Bohan Michael, Longstaff Mitchell G, Van Gemmert Arend W A, Rand Miya K, Stelmach George E
Motor Control Laboratory at Arizona State University, Tempe, AZ 85287, USA.
Motor Control. 2003 Jul;7(3):278-89. doi: 10.1123/mcj.7.3.278.
This study examined the impact of target geometry on the trajectories of rapid pointing movements. Participants performed a graphic point-to-point task using a pen on a digitizer tablet with targets and real time trajectories displayed on a computer screen. Circular- and elliptical-shaped targets were used in order to systematically vary the accuracy constraints along two dimensions. Consistent with Fitts Law, movement time increased as target difficulty increased. Analysis of movement kinematics revealed different patterns for targets constrained by height (H) and width (W). When W was the constraining factor, movements of greater precision were characterized by a lower peak velocity and a longer deceleration phase, with trajectories that were aimed relatively farther away from the center of the target and were more variable across trials. This indicates an emphasis on reactive, sensory-based control. When H was the constraining factor, however, movements of greater precision were characterized by a longer acceleration phase, a lower peak velocity, and a longer deceleration phase. The initial trajectory was aimed closer to the center of the target, and the trajectory path across trials was more constrained. This suggests a greater reliance on both predictive and reactive control.

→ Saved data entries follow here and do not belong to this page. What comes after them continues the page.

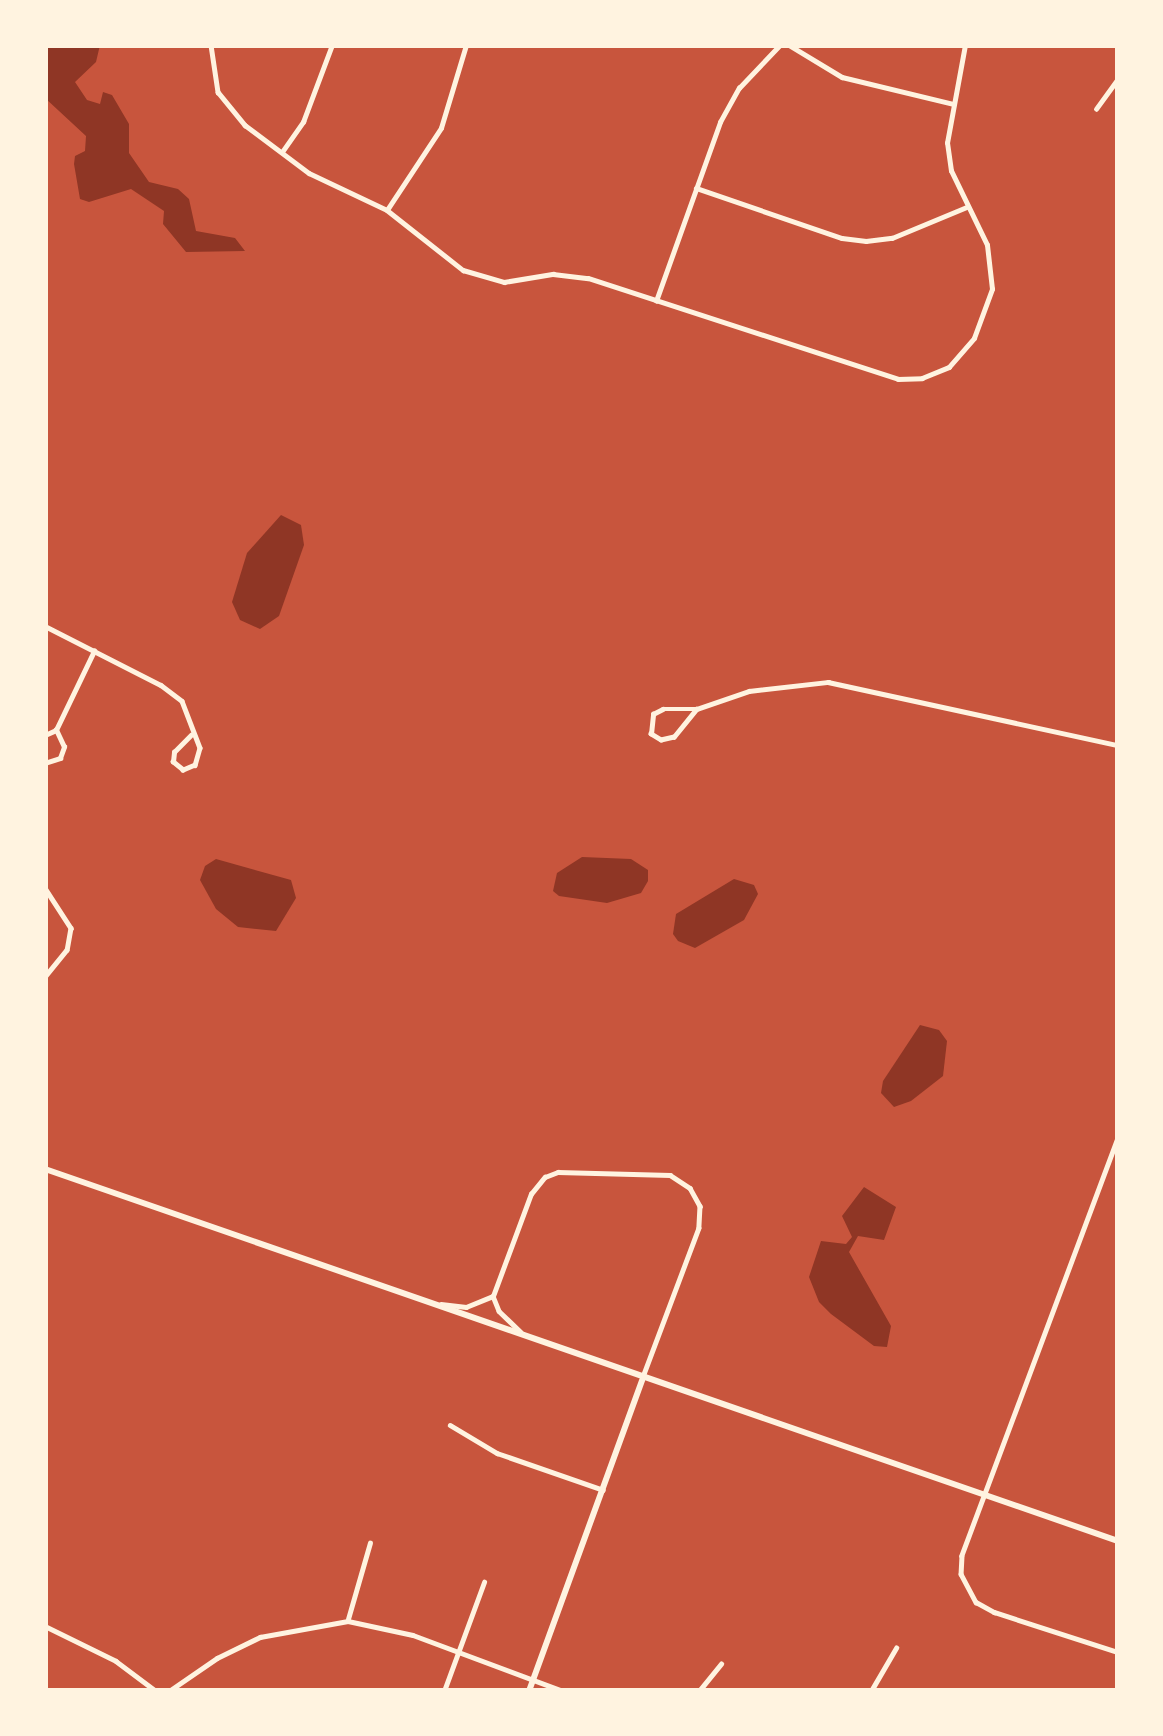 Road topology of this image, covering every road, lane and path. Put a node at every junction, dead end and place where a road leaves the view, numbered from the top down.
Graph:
1 (211, 45) edge
2 (332, 45) edge
3 (466, 45) edge
4 (780, 45) edge
5 (789, 45) edge
6 (965, 45) edge
7 (1118, 79) edge
8 (954, 104) junction
9 (1096, 109) dead end
10 (282, 152) junction
11 (696, 188) junction
12 (967, 207) junction
13 (387, 210) junction
14 (656, 301) junction
15 (45, 626) edge
16 (94, 651) junction
17 (698, 709) junction
18 (56, 730) junction
19 (45, 735) edge
20 (191, 735) junction
21 (1118, 745) edge
22 (45, 763) edge
23 (45, 888) edge
24 (45, 977) edge
25 (1118, 1138) edge
26 (45, 1169) edge
27 (493, 1295) junction
28 (424, 1299) junction
29 (531, 1339) junction
30 (642, 1380) junction
31 (450, 1425) dead end
32 (602, 1490) junction
33 (985, 1494) junction
34 (1118, 1540) edge
35 (370, 1544) dead end
36 (484, 1582) dead end
37 (348, 1621) junction
38 (45, 1626) edge
39 (896, 1648) dead end
40 (459, 1652) junction
41 (1118, 1652) edge
42 (721, 1664) dead end
43 (533, 1680) junction
44 (156, 1691) edge
45 (169, 1691) edge
46 (444, 1691) edge
47 (529, 1691) edge
48 (563, 1691) edge
49 (699, 1691) edge
50 (871, 1691) edge

1 - 10 street
2 - 10 street
3 - 13 street
4 - 11 street
5 - 8 street
6 - 8 street
7 - 9 street
8 - 12 street
10 - 13 street
11 - 12 street
11 - 14 street
12 - 14 street
13 - 14 street
15 - 16 street
16 - 18 street
16 - 20 street
17 - 17 street
17 - 21 street
18 - 19 street
18 - 22 street
20 - 20 street
23 - 24 street
25 - 33 street
26 - 28 main road
27 - 28 street
27 - 29 street
27 - 30 street
28 - 29 main road
29 - 30 main road
30 - 32 main road
30 - 33 main road
31 - 32 street
32 - 43 main road
33 - 34 main road
33 - 41 street
35 - 37 street
36 - 40 street
37 - 40 street
37 - 45 street
38 - 44 street
39 - 50 street
40 - 43 street
40 - 46 street
42 - 49 street
43 - 47 main road
43 - 48 street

本研究考察了目标几何形状对快速指向运动轨迹的影响。参与者使用一支笔在数位绘图板上执行一项图形点对点任务,目标以及实时轨迹显示在电脑屏幕上。使用圆形和椭圆形目标,以便在两个维度上系统地改变精度约束。与菲茨定律一致,随着目标难度增加,运动时间也增加。对运动运动学的分析揭示了受高度(H)和宽度(W)约束的目标的不同模式。当W是约束因素时,精度更高的运动的特征是峰值速度较低和减速阶段较长,轨迹相对更远离目标中心,并且在各次试验中变化更大。这表明强调基于反应性的、基于感觉的控制。然而,当H是约束因素时,精度更高的运动的特征是加速阶段更长、峰值速度更低和减速阶段更长。初始轨迹更靠近目标中心,并且各次试验中的轨迹路径受到更多约束。这表明对预测性控制和反应性控制的更大依赖。